Dure journée pour l’UMPS

Par Mardi 24 janvier 2017 Permalink 5

L’UMPS s’est distinguée ce lundi en creusant le fossé qui la sépare des français.

François Fillon est-il devenu fou? Il est parti à Berlin lécher les babouches d’Angela et s’aplatir devant le patronat rhénan. Les dieux de € l’accompagnaient, les titans de Bruxelles aussi! Visiblement, il n’a absolument pas compris ce qui l’avait fait gagner lors des primaires de droite. Son air calme mais inflexible, son programme à l’air vaguement alternatif avaient séduit un électorat qui veut du changement en évitant le bouleversement. Mais depuis qu’il a de grandes chances de devenir le futur président de la république, il rentre lamentablement dans le rang, va de reculades en reculades, se banalise si bien qu’il finira par faire regretter Sarkozy! S’il continue sur cette voie, il perdra en mai prochain, battu au poteau pour avoir cessé de combattre depuis des mois. Les français perçoivent de mieux en mieux ce qui ne va pas, comprennent que l’€ est un instrument uniquement en faveur des allemands, voient que l’Union Européenne a pour objectif de diluer à des fins économiques leur culture dans celles venues du monde entier, aspirent comme au Royaume Uni ou aux Etats Unis à plus de protectionnisme. Ils savent maintenant que protectionnisme n’est pas un gros mot mais la condition de leur survie. Si Fillon se refuse à porter ces idées d’autres le feront pour lui.

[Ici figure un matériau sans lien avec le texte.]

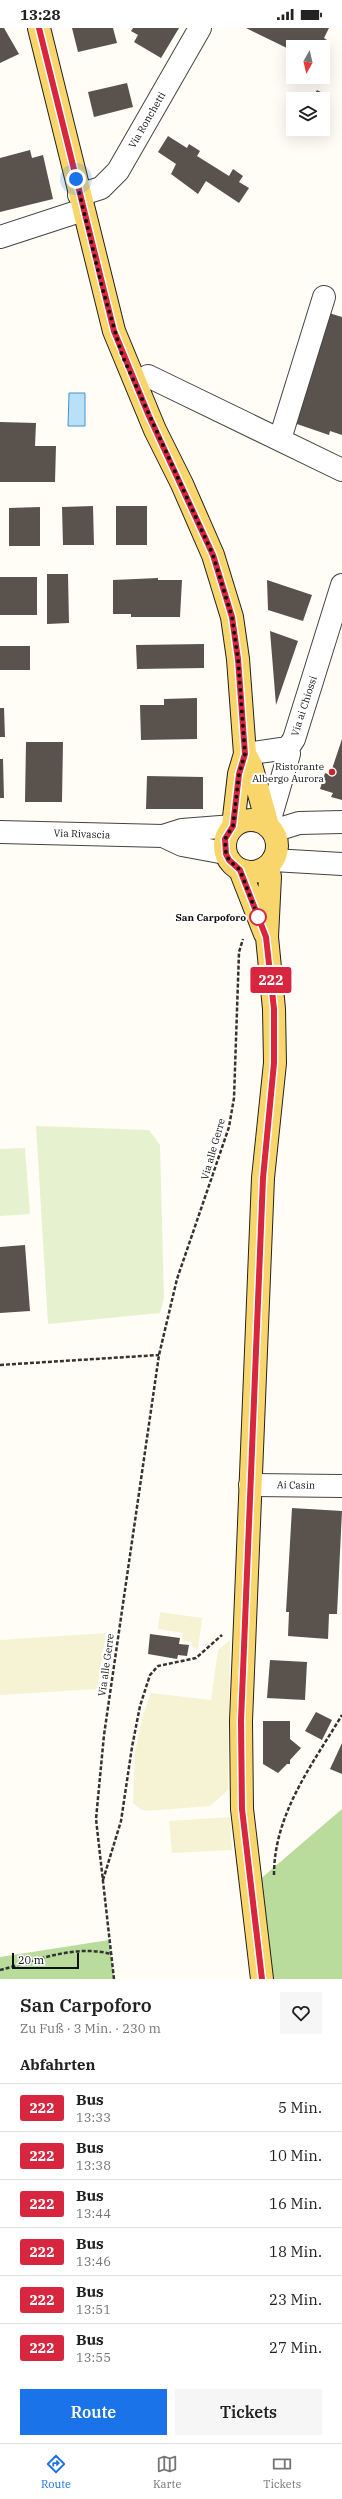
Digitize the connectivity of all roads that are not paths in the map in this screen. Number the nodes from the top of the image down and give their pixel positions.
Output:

Les socialistes démontrent une fois de plus les difficultés qu’ils ont avec l’arithmétique la plus élémentaire. S’ils sont incapables de savoir combien de gens ont voté aux primaires, ils assènent néanmoins des pourcentages avec un toupet digne de leurs interventions en général! Les chiffres fantaisistes sont pour ces gens le moyen de renforcer leurs théories quelque soit le sujet. Immigration, insécurité, chômage, inflation, tous sont bidons et ne servent qu’à appuyer leurs idées sur du vent en prenant des airs de scientifiques dignes des « Femmes savantes ». Les socialistes français élaborent une pensée et triturent les statistiques pour faire plier les faits devant leurs fumeuses idées. Si cette façon d’agir fonctionne depuis des années, il semble bien que dorénavant les français refusent de s’en laisser conter (compter!!!). Leurs primaires sont un échec cuisant. Seuls quelques illuminés se sont déplacés pour voter Hamon, représentant emblématique d’une anti-France digne des milieux d’extrême gauche des années 60, 70.